Keywords: French Canadian; RAD51C; RAD51D; genetic drift; ovarian cancer predisposing genes.

Figure 1

Study design and criteria for identifying candidate variants in RAD51C and RAD51D. (A) Schematic diagram summarizing phase I of the study for identifying candidate variants in ovarian cancer (OC) cases, phase II of the study for determining the carrier frequency of the candidate variants in familial and sporadic OC cases, Hereditary Breast and Ovarian Cancer (HBOC) syndrome families and controls from the French Canadian (FC) population of Quebec, and phase III of the study for identifying additional carriers; teal ribbon signifies women with OC; and diagrams contain provincial flag of Quebec denoting geographic ascertainment of cases and controls; and (B) Schematic diagram presenting the filtering and prioritizing criteria applied to identify candidate variants (see Table S5).

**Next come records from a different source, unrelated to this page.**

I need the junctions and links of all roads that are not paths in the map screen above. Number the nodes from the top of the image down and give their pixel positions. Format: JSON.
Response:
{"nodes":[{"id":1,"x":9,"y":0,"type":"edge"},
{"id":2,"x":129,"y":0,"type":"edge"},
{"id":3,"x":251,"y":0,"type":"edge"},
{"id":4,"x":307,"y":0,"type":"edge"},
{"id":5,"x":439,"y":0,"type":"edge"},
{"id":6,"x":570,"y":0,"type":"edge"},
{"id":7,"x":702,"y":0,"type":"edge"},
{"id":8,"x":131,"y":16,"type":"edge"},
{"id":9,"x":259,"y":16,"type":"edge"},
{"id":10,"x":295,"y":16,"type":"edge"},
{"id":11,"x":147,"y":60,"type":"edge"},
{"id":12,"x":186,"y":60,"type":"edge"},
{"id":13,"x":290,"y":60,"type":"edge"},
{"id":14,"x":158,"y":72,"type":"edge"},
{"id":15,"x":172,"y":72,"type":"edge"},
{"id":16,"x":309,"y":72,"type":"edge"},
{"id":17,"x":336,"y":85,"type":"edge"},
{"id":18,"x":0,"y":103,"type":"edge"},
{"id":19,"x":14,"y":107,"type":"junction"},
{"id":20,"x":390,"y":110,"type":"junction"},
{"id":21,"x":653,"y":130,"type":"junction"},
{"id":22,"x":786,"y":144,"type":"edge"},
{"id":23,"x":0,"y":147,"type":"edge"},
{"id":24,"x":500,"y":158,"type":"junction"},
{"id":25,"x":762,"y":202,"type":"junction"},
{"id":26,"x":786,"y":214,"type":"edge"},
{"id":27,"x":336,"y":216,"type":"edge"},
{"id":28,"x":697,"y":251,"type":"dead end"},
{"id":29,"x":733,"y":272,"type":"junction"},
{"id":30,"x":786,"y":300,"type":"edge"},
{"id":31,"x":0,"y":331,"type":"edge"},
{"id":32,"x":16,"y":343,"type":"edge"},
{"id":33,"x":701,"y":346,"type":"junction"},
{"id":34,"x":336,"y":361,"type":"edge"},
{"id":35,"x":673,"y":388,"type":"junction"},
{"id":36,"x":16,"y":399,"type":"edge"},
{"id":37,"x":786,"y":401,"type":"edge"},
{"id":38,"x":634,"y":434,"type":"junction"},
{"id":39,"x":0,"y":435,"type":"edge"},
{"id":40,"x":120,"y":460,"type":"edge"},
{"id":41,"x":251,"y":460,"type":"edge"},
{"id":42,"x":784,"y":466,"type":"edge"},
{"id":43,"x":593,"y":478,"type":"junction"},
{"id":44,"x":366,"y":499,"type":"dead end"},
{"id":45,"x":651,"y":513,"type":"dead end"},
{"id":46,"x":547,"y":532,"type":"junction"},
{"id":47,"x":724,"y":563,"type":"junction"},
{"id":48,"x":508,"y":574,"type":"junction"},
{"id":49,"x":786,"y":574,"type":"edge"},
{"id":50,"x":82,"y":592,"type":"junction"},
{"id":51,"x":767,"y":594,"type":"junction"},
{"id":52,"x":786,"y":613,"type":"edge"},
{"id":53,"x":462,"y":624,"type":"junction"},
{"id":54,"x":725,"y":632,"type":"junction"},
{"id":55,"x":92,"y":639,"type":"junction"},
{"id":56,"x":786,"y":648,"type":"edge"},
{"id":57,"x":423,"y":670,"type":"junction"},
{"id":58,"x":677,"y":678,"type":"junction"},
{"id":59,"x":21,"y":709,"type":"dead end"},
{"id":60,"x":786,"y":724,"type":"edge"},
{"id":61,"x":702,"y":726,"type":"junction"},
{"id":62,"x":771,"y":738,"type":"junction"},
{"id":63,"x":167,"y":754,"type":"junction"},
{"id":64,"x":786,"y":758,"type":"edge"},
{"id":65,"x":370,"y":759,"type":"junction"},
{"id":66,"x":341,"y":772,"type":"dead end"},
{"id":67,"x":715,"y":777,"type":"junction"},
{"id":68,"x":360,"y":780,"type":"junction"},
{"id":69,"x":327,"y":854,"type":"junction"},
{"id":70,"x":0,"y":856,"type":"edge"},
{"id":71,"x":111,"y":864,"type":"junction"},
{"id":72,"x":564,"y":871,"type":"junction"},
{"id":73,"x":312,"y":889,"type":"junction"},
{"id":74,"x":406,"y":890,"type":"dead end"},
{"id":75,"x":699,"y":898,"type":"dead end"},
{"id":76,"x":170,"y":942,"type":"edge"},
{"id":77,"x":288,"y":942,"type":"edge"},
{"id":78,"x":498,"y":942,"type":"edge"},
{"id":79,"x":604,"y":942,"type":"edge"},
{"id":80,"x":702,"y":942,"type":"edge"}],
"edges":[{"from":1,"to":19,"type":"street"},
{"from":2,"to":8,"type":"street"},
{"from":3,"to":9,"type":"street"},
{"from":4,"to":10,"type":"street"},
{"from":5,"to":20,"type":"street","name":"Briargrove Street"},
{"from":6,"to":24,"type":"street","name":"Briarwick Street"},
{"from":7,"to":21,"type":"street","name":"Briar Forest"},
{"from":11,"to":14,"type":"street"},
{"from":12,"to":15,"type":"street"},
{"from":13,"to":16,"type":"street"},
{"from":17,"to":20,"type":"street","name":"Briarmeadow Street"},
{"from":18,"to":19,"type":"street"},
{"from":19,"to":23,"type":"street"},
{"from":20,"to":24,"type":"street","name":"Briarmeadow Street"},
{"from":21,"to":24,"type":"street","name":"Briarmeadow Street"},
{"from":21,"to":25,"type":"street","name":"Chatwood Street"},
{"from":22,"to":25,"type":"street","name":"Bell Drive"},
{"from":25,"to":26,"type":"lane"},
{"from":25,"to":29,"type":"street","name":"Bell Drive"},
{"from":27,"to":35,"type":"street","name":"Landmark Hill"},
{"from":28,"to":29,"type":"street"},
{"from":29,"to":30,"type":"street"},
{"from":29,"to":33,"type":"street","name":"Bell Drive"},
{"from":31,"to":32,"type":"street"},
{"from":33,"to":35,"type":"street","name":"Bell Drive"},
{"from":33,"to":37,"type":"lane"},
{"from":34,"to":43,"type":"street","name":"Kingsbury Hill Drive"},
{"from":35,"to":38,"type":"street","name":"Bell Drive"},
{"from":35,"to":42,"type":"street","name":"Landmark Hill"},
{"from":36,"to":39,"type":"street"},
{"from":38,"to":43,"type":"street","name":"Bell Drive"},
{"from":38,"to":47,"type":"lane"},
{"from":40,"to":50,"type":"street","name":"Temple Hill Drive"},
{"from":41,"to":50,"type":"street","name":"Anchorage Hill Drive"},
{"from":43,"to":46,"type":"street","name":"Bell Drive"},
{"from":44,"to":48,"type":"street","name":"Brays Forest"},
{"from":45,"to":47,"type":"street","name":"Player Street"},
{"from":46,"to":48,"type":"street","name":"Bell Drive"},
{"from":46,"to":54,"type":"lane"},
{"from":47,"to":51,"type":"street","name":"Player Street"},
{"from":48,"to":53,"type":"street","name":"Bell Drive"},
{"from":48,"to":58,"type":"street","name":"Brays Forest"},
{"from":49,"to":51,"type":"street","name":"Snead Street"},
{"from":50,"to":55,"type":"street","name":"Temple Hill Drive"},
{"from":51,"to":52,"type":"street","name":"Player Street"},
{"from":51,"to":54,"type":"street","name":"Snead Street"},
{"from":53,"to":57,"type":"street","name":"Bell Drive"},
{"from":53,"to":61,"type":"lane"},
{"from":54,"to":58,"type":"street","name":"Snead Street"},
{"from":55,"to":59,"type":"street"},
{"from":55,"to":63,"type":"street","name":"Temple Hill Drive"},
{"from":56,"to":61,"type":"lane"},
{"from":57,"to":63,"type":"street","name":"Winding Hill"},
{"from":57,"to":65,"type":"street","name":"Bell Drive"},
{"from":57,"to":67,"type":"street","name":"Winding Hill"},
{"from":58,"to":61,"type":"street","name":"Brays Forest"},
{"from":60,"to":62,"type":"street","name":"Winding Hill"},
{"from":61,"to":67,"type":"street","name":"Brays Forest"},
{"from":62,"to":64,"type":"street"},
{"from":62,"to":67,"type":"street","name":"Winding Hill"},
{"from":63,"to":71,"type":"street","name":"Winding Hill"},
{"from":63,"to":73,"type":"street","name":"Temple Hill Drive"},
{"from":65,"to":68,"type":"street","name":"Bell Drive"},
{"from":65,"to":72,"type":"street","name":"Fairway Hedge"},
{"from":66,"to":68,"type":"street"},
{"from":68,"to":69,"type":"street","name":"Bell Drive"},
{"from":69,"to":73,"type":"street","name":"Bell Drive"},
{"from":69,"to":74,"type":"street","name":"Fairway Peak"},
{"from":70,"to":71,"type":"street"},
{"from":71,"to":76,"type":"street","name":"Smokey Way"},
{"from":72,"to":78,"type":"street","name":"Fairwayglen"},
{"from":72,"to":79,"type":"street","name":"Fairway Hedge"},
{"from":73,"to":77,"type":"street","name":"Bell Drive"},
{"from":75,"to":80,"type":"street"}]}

Variants were prioritized using different in silico tools for conservation: Genomic Evolutionary Rate Profiling v1.0 (GERP++ v1.0 (score ≥ 2.0)); Phylogenetic p value v4.0 of 100 vertebrates (PhyloP 100 way v4.0 (score ≥ 0.2)) and PHAST Conservation v4.0 of 100 vertebrates (PhastCons 100 way v4.0 (score ≥ 0.4)); for predicting damaging effects based on their best predictive performance: Rare Exome Variant Ensemble Learner v4.0 (REVEL v4.0 (score ≥ 0.4)); Meta-analytic Logistic Regression v4.0 (MetaLR v4.0 (score ≥ 0.4)); Meta-analytic support Vector Machine v4.0 (MetaSVM v4.0 (score ≥ 0.0)); Combined Annotation Dependent Depletion v1.3 (CADD v1.4 (Phred score ≥ 20)); Protein Variation Effect Analyzer v4.0 (PROVEAN v4.0 (score ≥ −2.5)); and CONsensus DELeteriousness v2.0 (CONDEL v2.0 (score ≥ 0.4)); and for affecting alternative splicing: Maximum Entropy Estimates of Splice junction strengths v2.0 (MaxEntScan v2.0); Human Splicing Finder v3.1 (HSF v3.1); and two different Database Splicing Consensus Single Nucleotide Variant (dbscSNV) in silico tools: AdaBoost v4.0 (ADA v4.0 (score ≥ 0.4)) and Random Forest v4.0 (RF v4.0 (score ≥ 0.4)) (see Materials and Methods Section 2.2.).

Figure 2

Loss of heterozygosity (LOH) analysis of a RAD51D c.620C>T carrier. Sanger sequencing chromatograms showing evidence of a complete loss of the wild-type variant in genomic DNA from formalin-fixed paraffin embedded (FFPE) tumour tissues from both ovaries.

Figure 3

RAD51C c.705G>T effect on transcript splicing in carrier- and non-carrier-derived lymphoblastoid cell lines (LCLs) (see Figure S3). (A) Agarose gel of cDNA analysis showing different sized bands from carrier- compared to non-carrier-derived LCLs; (B) Sanger sequencing chromatograms of genomic and cDNA from carrier-derived LCLs, confirming the variant status as indicated with * in genomic DNA and showing skipping of exon four in cDNA; and (C) The upper panel depicting the wild-type RAD51C at the genomic, mRNA and protein level whereas the lower panel depicting the predicted effect of RAD51C c.705G>T at mRNA and protein level, resulting in skipping of exon four (44 amino acids) annotated according to genomic (NC_000017.10), mRNA (NM_058216.1) and protein (NP_478123.1) NCBI Reference Sequence (RefSeq) Database (ncbi.nlm.nih.gov/refseq/, accessed on 1 October 2021).

Figure 4

The RAD51D p.Ser46Cys variant impairs protein stability and function in U2OS RAD51D knock-out (KO) cells. (A) Scheme representing the AAVS1 genomic integration system used to complement the RAD51D KO U2OS cell line. (B) U2OS RAD51D KO cells complemented with the AAVS1 system were confirmed by Sanger sequencing. (C) Western blots of U2OS RAD51D KO cells stably complemented with wild-type (WT) or the p.Ser46Cys variant (see Figure S7); CTL was used as non-edited control and Vinculin was used as a loading control. (D,E) Survival curves of U2OS RAD51D KO cells stably complemented with the WT RAD51D, the RAD51D p.Ser46Cys variant or empty vector (EV) and plated in triplicate in a 96 well plate. Cell viability was monitored following (D) olaparib or (E) talazoparib treatments for 96 h and was assessed by counting remaining nuclei. Experiments were performed in three biological replicates.